* _Exercise_
Below are the records; restate all of them word for word.
○ ○ ○ ○ ○ ○ ○
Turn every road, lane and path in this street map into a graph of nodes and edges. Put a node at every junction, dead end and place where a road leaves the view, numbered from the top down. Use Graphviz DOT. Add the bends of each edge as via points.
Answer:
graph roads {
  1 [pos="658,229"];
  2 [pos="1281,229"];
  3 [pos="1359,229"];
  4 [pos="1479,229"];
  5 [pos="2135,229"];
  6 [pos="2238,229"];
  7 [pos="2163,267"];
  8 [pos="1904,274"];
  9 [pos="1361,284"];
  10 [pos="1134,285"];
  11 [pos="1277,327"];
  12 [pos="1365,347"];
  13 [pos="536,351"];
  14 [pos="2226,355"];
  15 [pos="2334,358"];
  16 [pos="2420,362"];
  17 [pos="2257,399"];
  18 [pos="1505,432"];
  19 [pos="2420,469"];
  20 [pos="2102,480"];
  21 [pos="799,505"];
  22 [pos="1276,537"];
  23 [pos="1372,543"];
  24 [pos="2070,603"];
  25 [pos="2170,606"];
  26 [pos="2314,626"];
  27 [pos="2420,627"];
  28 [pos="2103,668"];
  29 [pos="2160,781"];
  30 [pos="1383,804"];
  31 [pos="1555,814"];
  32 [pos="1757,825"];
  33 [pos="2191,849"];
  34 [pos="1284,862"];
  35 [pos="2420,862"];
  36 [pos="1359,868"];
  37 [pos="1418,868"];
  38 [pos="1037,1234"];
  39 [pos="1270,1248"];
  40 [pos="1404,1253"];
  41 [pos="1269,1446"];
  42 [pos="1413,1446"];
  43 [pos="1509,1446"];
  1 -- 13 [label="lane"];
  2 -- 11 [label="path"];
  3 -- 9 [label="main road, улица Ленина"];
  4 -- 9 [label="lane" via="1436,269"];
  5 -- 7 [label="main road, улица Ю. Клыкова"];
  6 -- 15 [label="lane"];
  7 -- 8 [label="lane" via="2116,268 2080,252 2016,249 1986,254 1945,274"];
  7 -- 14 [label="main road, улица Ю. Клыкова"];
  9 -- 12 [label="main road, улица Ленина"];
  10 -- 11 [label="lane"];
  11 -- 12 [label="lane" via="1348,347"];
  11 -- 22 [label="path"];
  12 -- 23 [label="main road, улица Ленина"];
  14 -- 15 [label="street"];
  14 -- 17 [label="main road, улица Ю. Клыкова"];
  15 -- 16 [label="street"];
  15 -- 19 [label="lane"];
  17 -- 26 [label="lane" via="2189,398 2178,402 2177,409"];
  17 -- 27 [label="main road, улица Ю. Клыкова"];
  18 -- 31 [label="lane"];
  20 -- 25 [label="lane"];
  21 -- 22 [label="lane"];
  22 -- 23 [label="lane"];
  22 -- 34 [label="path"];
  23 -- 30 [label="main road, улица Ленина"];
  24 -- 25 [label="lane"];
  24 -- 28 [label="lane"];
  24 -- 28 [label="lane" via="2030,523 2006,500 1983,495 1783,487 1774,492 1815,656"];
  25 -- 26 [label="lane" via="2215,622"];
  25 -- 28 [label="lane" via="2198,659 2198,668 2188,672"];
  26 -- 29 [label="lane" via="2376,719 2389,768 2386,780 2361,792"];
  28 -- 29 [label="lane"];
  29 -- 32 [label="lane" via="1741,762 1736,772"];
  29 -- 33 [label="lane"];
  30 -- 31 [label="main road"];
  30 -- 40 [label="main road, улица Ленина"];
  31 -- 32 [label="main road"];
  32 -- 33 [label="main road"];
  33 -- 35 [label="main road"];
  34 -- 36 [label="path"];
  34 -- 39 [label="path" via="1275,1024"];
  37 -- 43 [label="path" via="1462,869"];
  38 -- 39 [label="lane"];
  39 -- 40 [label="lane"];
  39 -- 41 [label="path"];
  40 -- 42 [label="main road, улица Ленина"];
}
○ ○ ○ ○ ○ ○ ○
* _Response to the exercise_
Turn every road, lane and path in this street map into a graph of nodes and edges. Put a node at every junction, dead end and place where a road leaves the view, numbered from the top down. Use Graphviz DOT. Add the bends of each edge as via points.
Answer:
graph roads {
  1 [pos="658,229"];
  2 [pos="1281,229"];
  3 [pos="1359,229"];
  4 [pos="1479,229"];
  5 [pos="2135,229"];
  6 [pos="2238,229"];
  7 [pos="2163,267"];
  8 [pos="1904,274"];
  9 [pos="1361,284"];
  10 [pos="1134,285"];
  11 [pos="1277,327"];
  12 [pos="1365,347"];
  13 [pos="536,351"];
  14 [pos="2226,355"];
  15 [pos="2334,358"];
  16 [pos="2420,362"];
  17 [pos="2257,399"];
  18 [pos="1505,432"];
  19 [pos="2420,469"];
  20 [pos="2102,480"];
  21 [pos="799,505"];
  22 [pos="1276,537"];
  23 [pos="1372,543"];
  24 [pos="2070,603"];
  25 [pos="2170,606"];
  26 [pos="2314,626"];
  27 [pos="2420,627"];
  28 [pos="2103,668"];
  29 [pos="2160,781"];
  30 [pos="1383,804"];
  31 [pos="1555,814"];
  32 [pos="1757,825"];
  33 [pos="2191,849"];
  34 [pos="1284,862"];
  35 [pos="2420,862"];
  36 [pos="1359,868"];
  37 [pos="1418,868"];
  38 [pos="1037,1234"];
  39 [pos="1270,1248"];
  40 [pos="1404,1253"];
  41 [pos="1269,1446"];
  42 [pos="1413,1446"];
  43 [pos="1509,1446"];
  1 -- 13 [label="lane"];
  2 -- 11 [label="path"];
  3 -- 9 [label="main road, улица Ленина"];
  4 -- 9 [label="lane" via="1436,269"];
  5 -- 7 [label="main road, улица Ю. Клыкова"];
  6 -- 15 [label="lane"];
  7 -- 8 [label="lane" via="2116,268 2080,252 2016,249 1986,254 1945,274"];
  7 -- 14 [label="main road, улица Ю. Клыкова"];
  9 -- 12 [label="main road, улица Ленина"];
  10 -- 11 [label="lane"];
  11 -- 12 [label="lane" via="1348,347"];
  11 -- 22 [label="path"];
  12 -- 23 [label="main road, улица Ленина"];
  14 -- 15 [label="street"];
  14 -- 17 [label="main road, улица Ю. Клыкова"];
  15 -- 16 [label="street"];
  15 -- 19 [label="lane"];
  17 -- 26 [label="lane" via="2189,398 2178,402 2177,409"];
  17 -- 27 [label="main road, улица Ю. Клыкова"];
  18 -- 31 [label="lane"];
  20 -- 25 [label="lane"];
  21 -- 22 [label="lane"];
  22 -- 23 [label="lane"];
  22 -- 34 [label="path"];
  23 -- 30 [label="main road, улица Ленина"];
  24 -- 25 [label="lane"];
  24 -- 28 [label="lane"];
  24 -- 28 [label="lane" via="2030,523 2006,500 1983,495 1783,487 1774,492 1815,656"];
  25 -- 26 [label="lane" via="2215,622"];
  25 -- 28 [label="lane" via="2198,659 2198,668 2188,672"];
  26 -- 29 [label="lane" via="2376,719 2389,768 2386,780 2361,792"];
  28 -- 29 [label="lane"];
  29 -- 32 [label="lane" via="1741,762 1736,772"];
  29 -- 33 [label="lane"];
  30 -- 31 [label="main road"];
  30 -- 40 [label="main road, улица Ленина"];
  31 -- 32 [label="main road"];
  32 -- 33 [label="main road"];
  33 -- 35 [label="main road"];
  34 -- 36 [label="path"];
  34 -- 39 [label="path" via="1275,1024"];
  37 -- 43 [label="path" via="1462,869"];
  38 -- 39 [label="lane"];
  39 -- 40 [label="lane"];
  39 -- 41 [label="path"];
  40 -- 42 [label="main road, улица Ленина"];
}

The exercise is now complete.